■ Task statement
Keyword search on "Left": report each line of the records that contains it.

■ Data

● ● ● ● ● ● ●

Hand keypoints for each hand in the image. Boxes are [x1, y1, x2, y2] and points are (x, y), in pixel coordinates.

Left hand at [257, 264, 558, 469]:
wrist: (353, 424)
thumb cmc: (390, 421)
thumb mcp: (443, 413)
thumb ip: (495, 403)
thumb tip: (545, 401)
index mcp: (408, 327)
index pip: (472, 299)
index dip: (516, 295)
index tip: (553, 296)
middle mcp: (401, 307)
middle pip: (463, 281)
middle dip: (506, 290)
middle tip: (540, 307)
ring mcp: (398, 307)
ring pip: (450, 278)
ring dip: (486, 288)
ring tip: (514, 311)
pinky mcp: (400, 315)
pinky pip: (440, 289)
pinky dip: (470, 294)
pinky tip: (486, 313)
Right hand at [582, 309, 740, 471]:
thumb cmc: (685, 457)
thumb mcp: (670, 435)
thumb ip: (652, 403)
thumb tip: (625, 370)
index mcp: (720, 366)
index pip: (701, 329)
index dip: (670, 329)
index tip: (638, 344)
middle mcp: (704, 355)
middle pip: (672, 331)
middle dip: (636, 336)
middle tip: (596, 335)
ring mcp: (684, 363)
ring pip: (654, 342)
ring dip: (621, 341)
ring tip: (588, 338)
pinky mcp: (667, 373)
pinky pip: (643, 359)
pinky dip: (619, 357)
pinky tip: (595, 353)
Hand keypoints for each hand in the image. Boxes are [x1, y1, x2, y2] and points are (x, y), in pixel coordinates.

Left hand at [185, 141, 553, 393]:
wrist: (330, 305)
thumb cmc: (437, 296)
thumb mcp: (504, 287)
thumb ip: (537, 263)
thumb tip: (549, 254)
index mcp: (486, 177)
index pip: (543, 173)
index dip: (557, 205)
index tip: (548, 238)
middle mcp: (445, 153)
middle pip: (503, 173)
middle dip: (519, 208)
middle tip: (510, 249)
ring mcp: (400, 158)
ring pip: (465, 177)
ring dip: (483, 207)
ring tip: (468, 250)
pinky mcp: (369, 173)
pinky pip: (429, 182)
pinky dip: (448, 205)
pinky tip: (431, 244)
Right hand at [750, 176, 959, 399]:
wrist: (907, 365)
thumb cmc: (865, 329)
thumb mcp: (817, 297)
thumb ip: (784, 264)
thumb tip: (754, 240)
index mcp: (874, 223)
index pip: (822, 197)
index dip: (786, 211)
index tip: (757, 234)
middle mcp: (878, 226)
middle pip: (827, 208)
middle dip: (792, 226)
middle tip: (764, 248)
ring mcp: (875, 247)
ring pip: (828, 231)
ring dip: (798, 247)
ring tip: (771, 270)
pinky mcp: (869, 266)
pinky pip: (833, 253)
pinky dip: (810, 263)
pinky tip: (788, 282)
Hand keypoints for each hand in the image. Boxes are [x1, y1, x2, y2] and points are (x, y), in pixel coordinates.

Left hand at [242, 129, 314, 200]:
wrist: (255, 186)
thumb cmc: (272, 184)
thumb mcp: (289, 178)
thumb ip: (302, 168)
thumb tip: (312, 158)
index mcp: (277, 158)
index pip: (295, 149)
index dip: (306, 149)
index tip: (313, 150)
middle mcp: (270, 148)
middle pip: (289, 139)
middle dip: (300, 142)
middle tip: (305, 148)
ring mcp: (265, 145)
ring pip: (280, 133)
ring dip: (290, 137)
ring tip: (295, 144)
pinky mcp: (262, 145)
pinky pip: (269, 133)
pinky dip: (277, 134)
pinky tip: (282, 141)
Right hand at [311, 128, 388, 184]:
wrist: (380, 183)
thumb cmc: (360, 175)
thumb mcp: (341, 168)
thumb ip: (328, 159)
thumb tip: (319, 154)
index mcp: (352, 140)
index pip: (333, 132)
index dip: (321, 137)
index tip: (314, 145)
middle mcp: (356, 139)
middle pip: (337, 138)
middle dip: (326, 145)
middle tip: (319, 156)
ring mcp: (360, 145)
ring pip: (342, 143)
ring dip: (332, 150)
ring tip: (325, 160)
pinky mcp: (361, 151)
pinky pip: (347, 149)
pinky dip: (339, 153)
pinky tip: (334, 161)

● ● ● ● ● ● ●

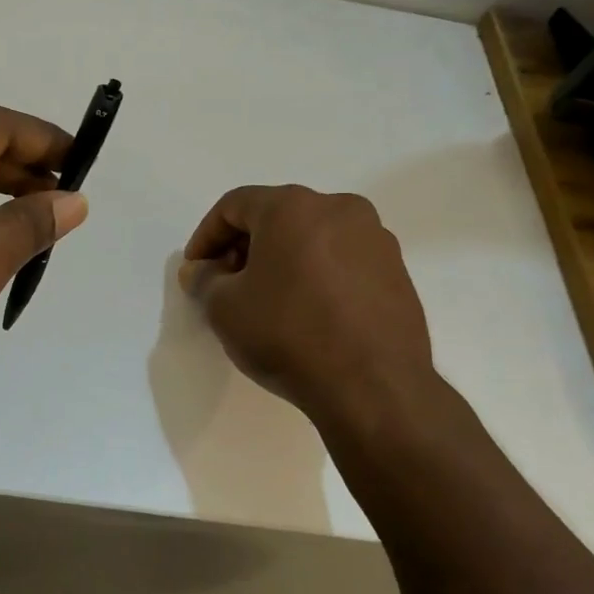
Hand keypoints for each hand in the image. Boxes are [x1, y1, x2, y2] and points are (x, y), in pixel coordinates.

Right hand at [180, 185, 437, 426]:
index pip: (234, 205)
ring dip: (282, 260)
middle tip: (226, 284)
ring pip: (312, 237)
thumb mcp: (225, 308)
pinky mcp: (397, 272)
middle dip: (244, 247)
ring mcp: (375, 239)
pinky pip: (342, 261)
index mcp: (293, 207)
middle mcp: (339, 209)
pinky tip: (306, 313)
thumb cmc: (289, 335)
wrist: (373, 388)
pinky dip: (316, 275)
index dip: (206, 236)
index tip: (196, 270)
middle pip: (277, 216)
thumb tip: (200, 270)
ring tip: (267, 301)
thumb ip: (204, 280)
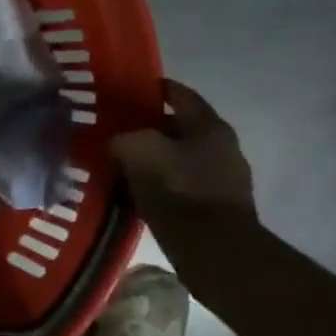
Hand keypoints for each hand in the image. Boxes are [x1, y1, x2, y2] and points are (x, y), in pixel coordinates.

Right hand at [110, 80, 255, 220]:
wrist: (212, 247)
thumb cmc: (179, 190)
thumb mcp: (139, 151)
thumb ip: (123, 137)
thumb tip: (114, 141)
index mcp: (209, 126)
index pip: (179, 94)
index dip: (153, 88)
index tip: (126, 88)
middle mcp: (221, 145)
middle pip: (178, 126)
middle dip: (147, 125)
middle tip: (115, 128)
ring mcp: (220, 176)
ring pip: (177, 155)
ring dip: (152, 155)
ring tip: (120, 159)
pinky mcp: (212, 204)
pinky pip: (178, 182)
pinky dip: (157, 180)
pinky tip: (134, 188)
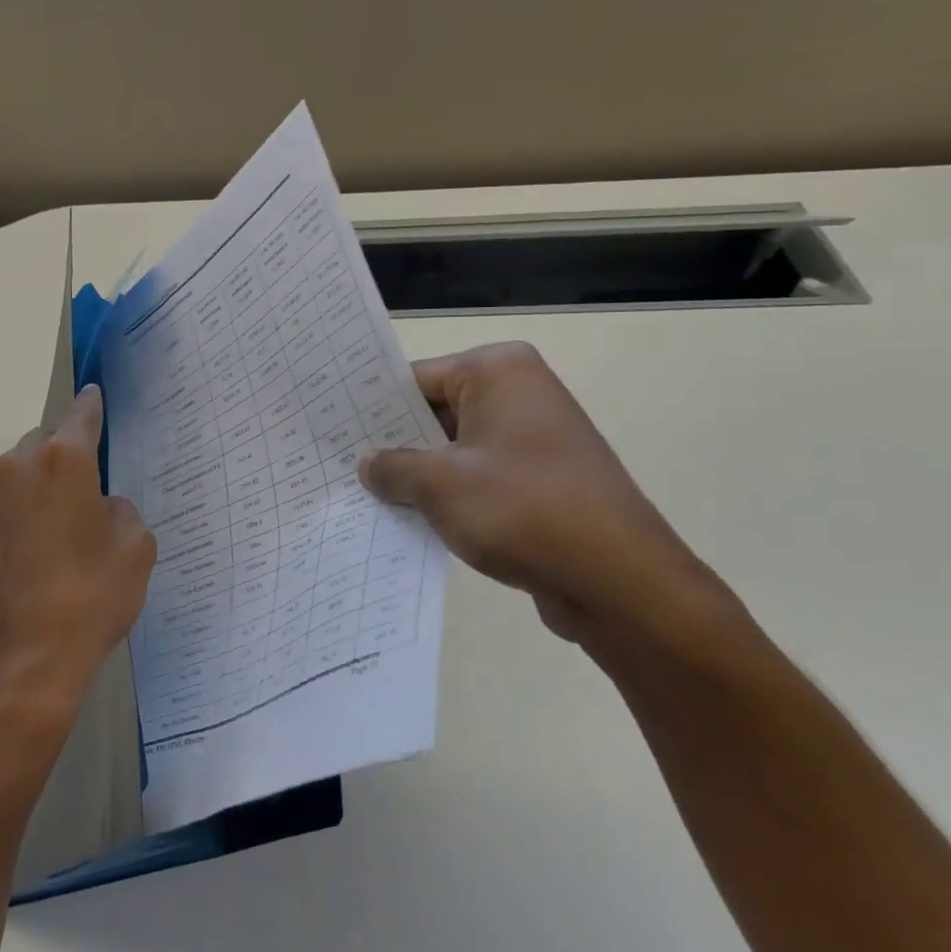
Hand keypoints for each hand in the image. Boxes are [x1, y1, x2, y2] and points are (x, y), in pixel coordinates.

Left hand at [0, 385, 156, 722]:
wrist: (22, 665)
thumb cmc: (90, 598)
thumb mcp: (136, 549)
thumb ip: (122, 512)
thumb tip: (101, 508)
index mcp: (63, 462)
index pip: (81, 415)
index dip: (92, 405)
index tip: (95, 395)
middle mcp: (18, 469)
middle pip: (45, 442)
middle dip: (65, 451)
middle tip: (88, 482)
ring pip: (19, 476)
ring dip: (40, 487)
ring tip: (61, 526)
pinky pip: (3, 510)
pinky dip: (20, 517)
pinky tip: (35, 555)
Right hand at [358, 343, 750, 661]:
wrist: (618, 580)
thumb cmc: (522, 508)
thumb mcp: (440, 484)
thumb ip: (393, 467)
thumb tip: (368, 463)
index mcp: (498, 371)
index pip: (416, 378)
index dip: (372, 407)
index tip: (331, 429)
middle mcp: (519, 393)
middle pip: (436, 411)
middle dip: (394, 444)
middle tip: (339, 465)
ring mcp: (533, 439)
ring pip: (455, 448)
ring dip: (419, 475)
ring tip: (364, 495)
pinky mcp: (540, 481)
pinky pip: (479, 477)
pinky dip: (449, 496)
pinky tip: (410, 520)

● ● ● ● ● ● ●

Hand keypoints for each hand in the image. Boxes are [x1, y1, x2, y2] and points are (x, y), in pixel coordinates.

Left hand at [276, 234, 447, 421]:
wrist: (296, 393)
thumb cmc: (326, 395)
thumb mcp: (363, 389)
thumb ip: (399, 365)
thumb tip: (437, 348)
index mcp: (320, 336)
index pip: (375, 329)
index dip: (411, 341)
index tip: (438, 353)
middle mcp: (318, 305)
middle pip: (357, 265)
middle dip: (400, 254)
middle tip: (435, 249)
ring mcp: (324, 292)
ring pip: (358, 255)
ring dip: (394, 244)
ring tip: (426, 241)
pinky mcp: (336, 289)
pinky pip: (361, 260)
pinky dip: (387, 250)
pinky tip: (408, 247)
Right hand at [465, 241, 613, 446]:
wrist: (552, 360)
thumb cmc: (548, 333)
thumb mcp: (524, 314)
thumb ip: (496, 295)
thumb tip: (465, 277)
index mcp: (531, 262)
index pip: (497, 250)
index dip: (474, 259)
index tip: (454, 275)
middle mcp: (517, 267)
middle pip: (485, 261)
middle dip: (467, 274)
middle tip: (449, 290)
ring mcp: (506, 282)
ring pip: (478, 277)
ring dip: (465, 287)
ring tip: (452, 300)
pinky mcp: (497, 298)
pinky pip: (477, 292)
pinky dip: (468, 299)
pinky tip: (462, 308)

● ● ● ● ● ● ●

■ Answer box
Left hand at [257, 264, 558, 469]:
Left hand at [185, 141, 553, 393]:
Left hand at [242, 129, 314, 200]:
Left hand at [0, 385, 156, 722]:
Left hand at [276, 234, 447, 421]:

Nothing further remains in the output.